Stored data
=-=-=
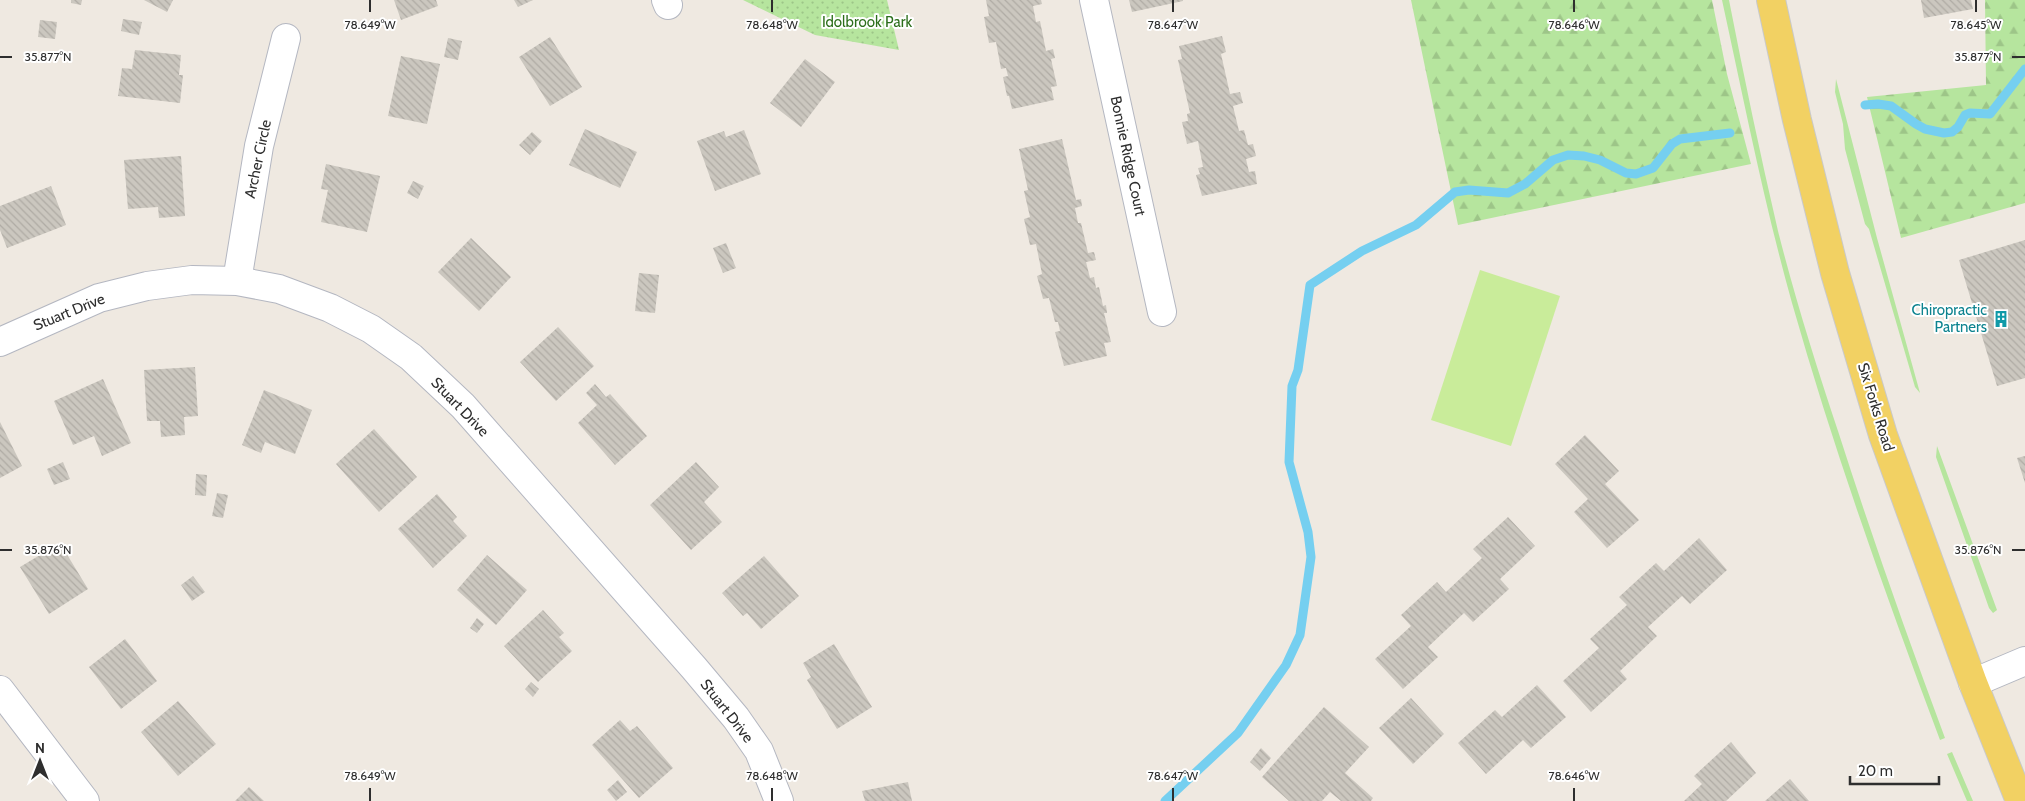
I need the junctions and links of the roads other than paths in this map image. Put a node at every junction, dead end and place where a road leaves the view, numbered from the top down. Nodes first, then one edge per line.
1 (1094, 0) edge
2 (1771, 0) edge
3 (286, 38) dead end
4 (237, 281) junction
5 (1162, 312) dead end
6 (0, 342) edge
7 (2025, 661) edge
8 (1973, 683) junction
9 (0, 690) edge
10 (85, 801) edge
11 (779, 801) edge
12 (2020, 801) edge

1 - 5 street, Bonnie Ridge Court
2 - 8 main road, Six Forks Road
3 - 4 street, Archer Circle
4 - 6 street, Stuart Drive
4 - 11 street, Stuart Drive
7 - 8 street
8 - 12 main road, Six Forks Road
9 - 10 street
=-=-=
▶ _Activity_
Your copy should match the records above word for word, but without images.

▶ _Solved problem_
I need the junctions and links of the roads other than paths in this map image. Put a node at every junction, dead end and place where a road leaves the view, numbered from the top down. Nodes first, then one edge per line.
1 (1094, 0) edge
2 (1771, 0) edge
3 (286, 38) dead end
4 (237, 281) junction
5 (1162, 312) dead end
6 (0, 342) edge
7 (2025, 661) edge
8 (1973, 683) junction
9 (0, 690) edge
10 (85, 801) edge
11 (779, 801) edge
12 (2020, 801) edge

1 - 5 street, Bonnie Ridge Court
2 - 8 main road, Six Forks Road
3 - 4 street, Archer Circle
4 - 6 street, Stuart Drive
4 - 11 street, Stuart Drive
7 - 8 street
8 - 12 main road, Six Forks Road
9 - 10 street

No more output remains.